Attachment theory and depression
Many mammalian infants react to separation from their caregivers with stereotypic emotion/behavioural changes such as the stages of protest, despair demobilization and detachment, as described by John Bowlby in 1969. These sequences are part of a repertoire for coping with major separation events. In the protest stage, vocalizations of anger and distress make the mother aware of the child's needs. If successful, the reunion settles the child. However, if unsuccessful, the child's continued protests could betray the child's vulnerability to a predator. Hence, the demobilization/despair phase may have evolved to keep the child from drawing attention from predators.

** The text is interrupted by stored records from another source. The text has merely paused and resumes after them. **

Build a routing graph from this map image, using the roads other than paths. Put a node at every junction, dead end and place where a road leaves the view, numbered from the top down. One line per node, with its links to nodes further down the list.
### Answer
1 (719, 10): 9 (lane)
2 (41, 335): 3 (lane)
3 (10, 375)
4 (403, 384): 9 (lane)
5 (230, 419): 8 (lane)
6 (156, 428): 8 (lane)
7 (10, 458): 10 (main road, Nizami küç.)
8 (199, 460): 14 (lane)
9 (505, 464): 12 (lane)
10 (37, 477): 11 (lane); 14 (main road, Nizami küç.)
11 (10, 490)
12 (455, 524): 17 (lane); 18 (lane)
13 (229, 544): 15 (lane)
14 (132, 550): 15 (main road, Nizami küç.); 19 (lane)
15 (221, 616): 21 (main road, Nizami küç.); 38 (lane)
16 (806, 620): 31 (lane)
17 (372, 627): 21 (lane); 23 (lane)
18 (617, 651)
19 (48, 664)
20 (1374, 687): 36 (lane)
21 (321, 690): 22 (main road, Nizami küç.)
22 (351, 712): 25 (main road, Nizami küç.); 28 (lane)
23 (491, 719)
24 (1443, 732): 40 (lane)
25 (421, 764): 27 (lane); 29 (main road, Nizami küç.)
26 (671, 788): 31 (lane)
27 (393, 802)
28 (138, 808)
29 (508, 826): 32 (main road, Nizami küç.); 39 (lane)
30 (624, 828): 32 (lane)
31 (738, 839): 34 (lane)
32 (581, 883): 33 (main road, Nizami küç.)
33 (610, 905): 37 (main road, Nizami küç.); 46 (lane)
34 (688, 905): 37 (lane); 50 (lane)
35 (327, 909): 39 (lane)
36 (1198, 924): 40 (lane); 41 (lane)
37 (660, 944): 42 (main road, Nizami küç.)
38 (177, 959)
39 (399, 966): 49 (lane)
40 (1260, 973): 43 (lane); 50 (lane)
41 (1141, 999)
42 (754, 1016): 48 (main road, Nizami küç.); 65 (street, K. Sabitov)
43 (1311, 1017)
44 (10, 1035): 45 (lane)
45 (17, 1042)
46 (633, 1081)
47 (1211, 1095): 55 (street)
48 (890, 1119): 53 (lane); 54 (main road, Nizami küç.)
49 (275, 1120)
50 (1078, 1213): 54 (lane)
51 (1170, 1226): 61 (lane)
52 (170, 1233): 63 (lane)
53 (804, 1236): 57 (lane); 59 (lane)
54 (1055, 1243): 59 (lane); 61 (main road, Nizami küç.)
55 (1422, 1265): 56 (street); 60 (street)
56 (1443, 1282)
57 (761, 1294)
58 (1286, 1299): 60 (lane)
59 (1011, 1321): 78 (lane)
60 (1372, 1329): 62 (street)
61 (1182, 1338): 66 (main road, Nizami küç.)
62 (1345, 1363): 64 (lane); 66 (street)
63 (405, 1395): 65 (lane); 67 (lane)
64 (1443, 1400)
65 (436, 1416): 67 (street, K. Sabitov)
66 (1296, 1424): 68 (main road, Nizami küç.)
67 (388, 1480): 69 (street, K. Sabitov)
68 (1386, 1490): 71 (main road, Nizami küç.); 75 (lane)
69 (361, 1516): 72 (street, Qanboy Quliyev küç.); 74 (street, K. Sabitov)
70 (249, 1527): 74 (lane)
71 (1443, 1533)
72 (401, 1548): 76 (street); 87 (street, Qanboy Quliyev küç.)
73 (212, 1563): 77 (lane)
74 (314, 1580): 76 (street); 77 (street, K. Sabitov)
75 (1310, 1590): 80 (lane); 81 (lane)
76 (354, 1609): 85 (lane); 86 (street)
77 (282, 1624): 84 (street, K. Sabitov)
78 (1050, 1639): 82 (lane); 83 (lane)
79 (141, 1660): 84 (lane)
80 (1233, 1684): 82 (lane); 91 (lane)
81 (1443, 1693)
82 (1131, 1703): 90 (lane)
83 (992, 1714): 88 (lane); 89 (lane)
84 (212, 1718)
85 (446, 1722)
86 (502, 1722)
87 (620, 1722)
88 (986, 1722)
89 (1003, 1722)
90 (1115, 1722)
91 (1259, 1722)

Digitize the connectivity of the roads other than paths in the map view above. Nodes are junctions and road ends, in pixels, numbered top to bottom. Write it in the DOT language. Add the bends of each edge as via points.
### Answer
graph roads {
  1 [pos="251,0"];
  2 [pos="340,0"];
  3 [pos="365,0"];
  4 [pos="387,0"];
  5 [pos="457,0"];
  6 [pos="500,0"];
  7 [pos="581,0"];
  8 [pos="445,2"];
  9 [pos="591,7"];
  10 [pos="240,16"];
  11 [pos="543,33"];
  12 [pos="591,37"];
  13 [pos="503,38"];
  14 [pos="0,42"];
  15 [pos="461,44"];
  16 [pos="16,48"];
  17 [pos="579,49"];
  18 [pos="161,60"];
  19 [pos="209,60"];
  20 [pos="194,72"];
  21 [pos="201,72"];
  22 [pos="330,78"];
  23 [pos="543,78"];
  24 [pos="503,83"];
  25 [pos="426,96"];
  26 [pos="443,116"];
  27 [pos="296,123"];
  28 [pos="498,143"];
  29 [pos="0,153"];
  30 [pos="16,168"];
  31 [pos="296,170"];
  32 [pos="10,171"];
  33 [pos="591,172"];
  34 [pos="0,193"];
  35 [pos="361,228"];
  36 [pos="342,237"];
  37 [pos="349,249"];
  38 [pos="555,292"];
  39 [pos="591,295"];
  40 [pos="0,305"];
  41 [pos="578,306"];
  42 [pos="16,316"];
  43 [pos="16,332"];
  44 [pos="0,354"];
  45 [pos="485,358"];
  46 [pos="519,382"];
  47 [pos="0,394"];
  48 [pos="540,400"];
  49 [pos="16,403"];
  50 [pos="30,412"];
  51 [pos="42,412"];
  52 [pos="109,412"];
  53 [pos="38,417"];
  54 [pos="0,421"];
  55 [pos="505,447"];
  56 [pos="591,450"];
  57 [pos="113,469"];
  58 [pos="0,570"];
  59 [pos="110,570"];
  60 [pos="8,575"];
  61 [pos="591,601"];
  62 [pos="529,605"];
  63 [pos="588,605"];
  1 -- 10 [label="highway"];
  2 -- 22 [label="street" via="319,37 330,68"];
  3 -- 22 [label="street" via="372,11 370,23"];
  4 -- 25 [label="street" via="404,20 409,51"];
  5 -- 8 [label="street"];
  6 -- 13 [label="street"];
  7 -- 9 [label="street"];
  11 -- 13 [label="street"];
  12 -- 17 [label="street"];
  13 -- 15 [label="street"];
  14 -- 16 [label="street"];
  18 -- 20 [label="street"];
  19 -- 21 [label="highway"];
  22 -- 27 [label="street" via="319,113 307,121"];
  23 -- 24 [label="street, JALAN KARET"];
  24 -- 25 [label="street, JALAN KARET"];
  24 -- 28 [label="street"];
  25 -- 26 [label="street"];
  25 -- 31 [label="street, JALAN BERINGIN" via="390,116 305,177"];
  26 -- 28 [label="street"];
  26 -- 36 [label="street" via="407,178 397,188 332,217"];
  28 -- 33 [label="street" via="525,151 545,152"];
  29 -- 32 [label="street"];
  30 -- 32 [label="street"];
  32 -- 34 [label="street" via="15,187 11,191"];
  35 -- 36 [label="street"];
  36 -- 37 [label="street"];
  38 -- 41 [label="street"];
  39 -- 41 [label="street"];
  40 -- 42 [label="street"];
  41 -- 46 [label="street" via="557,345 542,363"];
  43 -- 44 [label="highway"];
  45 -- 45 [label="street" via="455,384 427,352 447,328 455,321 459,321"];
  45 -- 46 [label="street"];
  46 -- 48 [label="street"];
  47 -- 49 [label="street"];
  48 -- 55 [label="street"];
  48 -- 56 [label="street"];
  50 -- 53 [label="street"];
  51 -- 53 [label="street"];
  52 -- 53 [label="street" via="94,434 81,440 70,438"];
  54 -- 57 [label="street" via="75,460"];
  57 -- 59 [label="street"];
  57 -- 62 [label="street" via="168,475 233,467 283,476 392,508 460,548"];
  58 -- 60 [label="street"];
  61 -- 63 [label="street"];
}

Our ability to elicit and form supportive and caring relationships has a major influence on our social success and status. In fact, as my colleagues Paul Gilbert and Gary Hasey and I argue in a 2002 article in the Journal of Affective Disorders, attachment and social rank systems have a complementary relationship. For this reason, the social rank theory and attachment theory models of depression are not as different as they appear. Too much anger can impede the grieving process and also prevent acceptance of competitive loss. This generates an increasingly powerful IDS, which may manifest as pathological mourning or depression.

Understanding evolutionary function can be helpful in positively reframing negative symptoms by drawing attention to the original useful function. Various cognitive and behavioural strategies can be used to avoid unnecessary triggering of the IDS or to terminate it. When clients describe symptoms of mild or moderate depression, as in the following two case studies, it may be helpful to look for underlying feelings of anger that may prevent acceptance or effective problem-solving. If anger is present, one can explore at whom it is directed and whether the IDS plays a role. The evolutionary perspective sees the function of negative mood as being to redirect our energies into more productive activities.

Case study 1
Jane was a bright, attractive 16-year-old who complained about feelings of inferiority. Her mother was an anxious, controlling woman. Jane felt a lot of anger toward her mother, which she did not express, because she was afraid to challenge her. Her feelings of inferiority were attributed to her IDS. I told Jane that her feelings of inferiority were the price she paid for her decision to be a dutiful daughter and to avoid fighting with her mother. Jane then decided that learning to be more assertive with her mother would enable her to be more assertive with others.

Case study 2
Muriel was a 55-year-old depressed woman who felt she was going crazy. She was a senior executive who had been let go after a change in the administration. She said she would fight to the bitter end to keep her job, although it became apparent there was no hope of succeeding. Because Muriel felt victimized, she felt she had to right the wrong that had been done her and she became engaged in a struggle she felt she could not win. As a result, her IDS was triggered and she became depressed. I advised Muriel to accept the loss of her job but to fight for a better severance package, which she did, with some success. Consequently, her IDS was turned off and her symptoms cleared.

Dr. Leon Sloman is an honorary consultant in psychiatry at the Centre for Addiction and Mental Health and an associate professor in the Department of Psychiatry at the University of Toronto.